**Task prompt:** Copy the records below without altering a single word.
------ Materials provided
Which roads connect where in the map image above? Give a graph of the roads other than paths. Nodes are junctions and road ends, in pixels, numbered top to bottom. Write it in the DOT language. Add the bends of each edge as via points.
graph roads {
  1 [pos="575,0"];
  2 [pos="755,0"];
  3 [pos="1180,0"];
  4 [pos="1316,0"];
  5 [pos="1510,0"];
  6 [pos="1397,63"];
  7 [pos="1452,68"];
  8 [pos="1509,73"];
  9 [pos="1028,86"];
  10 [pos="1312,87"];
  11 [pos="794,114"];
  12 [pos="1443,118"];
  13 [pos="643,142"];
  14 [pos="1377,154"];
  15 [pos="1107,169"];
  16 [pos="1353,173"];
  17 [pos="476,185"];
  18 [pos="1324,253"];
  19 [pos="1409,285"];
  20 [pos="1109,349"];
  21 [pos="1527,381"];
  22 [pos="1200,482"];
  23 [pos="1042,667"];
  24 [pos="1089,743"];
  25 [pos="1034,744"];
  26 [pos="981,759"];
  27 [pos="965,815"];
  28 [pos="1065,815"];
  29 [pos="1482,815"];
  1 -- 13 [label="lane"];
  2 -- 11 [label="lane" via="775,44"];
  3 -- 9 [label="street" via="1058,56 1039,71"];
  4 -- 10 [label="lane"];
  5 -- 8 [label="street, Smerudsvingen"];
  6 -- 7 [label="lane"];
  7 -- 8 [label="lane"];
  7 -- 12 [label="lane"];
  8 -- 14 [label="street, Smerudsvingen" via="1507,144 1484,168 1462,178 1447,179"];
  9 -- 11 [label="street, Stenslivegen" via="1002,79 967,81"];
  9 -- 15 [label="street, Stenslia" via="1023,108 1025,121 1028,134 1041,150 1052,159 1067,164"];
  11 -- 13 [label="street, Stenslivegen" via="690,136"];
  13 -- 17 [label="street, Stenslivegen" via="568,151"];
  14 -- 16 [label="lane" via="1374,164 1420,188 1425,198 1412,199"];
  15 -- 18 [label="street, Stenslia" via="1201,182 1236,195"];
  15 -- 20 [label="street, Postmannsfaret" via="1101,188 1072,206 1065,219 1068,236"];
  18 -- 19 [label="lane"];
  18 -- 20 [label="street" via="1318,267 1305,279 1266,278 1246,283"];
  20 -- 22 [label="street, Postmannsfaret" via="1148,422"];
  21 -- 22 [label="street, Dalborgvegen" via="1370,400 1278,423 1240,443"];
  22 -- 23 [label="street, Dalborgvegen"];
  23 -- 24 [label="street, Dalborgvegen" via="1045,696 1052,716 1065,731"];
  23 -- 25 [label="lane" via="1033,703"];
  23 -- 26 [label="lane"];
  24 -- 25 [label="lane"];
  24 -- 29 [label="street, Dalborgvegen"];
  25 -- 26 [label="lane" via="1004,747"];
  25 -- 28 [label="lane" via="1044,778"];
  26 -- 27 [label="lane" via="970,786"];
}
------------
**Answer below:**
Which roads connect where in the map image above? Give a graph of the roads other than paths. Nodes are junctions and road ends, in pixels, numbered top to bottom. Write it in the DOT language. Add the bends of each edge as via points.
graph roads {
  1 [pos="575,0"];
  2 [pos="755,0"];
  3 [pos="1180,0"];
  4 [pos="1316,0"];
  5 [pos="1510,0"];
  6 [pos="1397,63"];
  7 [pos="1452,68"];
  8 [pos="1509,73"];
  9 [pos="1028,86"];
  10 [pos="1312,87"];
  11 [pos="794,114"];
  12 [pos="1443,118"];
  13 [pos="643,142"];
  14 [pos="1377,154"];
  15 [pos="1107,169"];
  16 [pos="1353,173"];
  17 [pos="476,185"];
  18 [pos="1324,253"];
  19 [pos="1409,285"];
  20 [pos="1109,349"];
  21 [pos="1527,381"];
  22 [pos="1200,482"];
  23 [pos="1042,667"];
  24 [pos="1089,743"];
  25 [pos="1034,744"];
  26 [pos="981,759"];
  27 [pos="965,815"];
  28 [pos="1065,815"];
  29 [pos="1482,815"];
  1 -- 13 [label="lane"];
  2 -- 11 [label="lane" via="775,44"];
  3 -- 9 [label="street" via="1058,56 1039,71"];
  4 -- 10 [label="lane"];
  5 -- 8 [label="street, Smerudsvingen"];
  6 -- 7 [label="lane"];
  7 -- 8 [label="lane"];
  7 -- 12 [label="lane"];
  8 -- 14 [label="street, Smerudsvingen" via="1507,144 1484,168 1462,178 1447,179"];
  9 -- 11 [label="street, Stenslivegen" via="1002,79 967,81"];
  9 -- 15 [label="street, Stenslia" via="1023,108 1025,121 1028,134 1041,150 1052,159 1067,164"];
  11 -- 13 [label="street, Stenslivegen" via="690,136"];
  13 -- 17 [label="street, Stenslivegen" via="568,151"];
  14 -- 16 [label="lane" via="1374,164 1420,188 1425,198 1412,199"];
  15 -- 18 [label="street, Stenslia" via="1201,182 1236,195"];
  15 -- 20 [label="street, Postmannsfaret" via="1101,188 1072,206 1065,219 1068,236"];
  18 -- 19 [label="lane"];
  18 -- 20 [label="street" via="1318,267 1305,279 1266,278 1246,283"];
  20 -- 22 [label="street, Postmannsfaret" via="1148,422"];
  21 -- 22 [label="street, Dalborgvegen" via="1370,400 1278,423 1240,443"];
  22 -- 23 [label="street, Dalborgvegen"];
  23 -- 24 [label="street, Dalborgvegen" via="1045,696 1052,716 1065,731"];
  23 -- 25 [label="lane" via="1033,703"];
  23 -- 26 [label="lane"];
  24 -- 25 [label="lane"];
  24 -- 29 [label="street, Dalborgvegen"];
  25 -- 26 [label="lane" via="1004,747"];
  25 -- 28 [label="lane" via="1044,778"];
  26 -- 27 [label="lane" via="970,786"];
}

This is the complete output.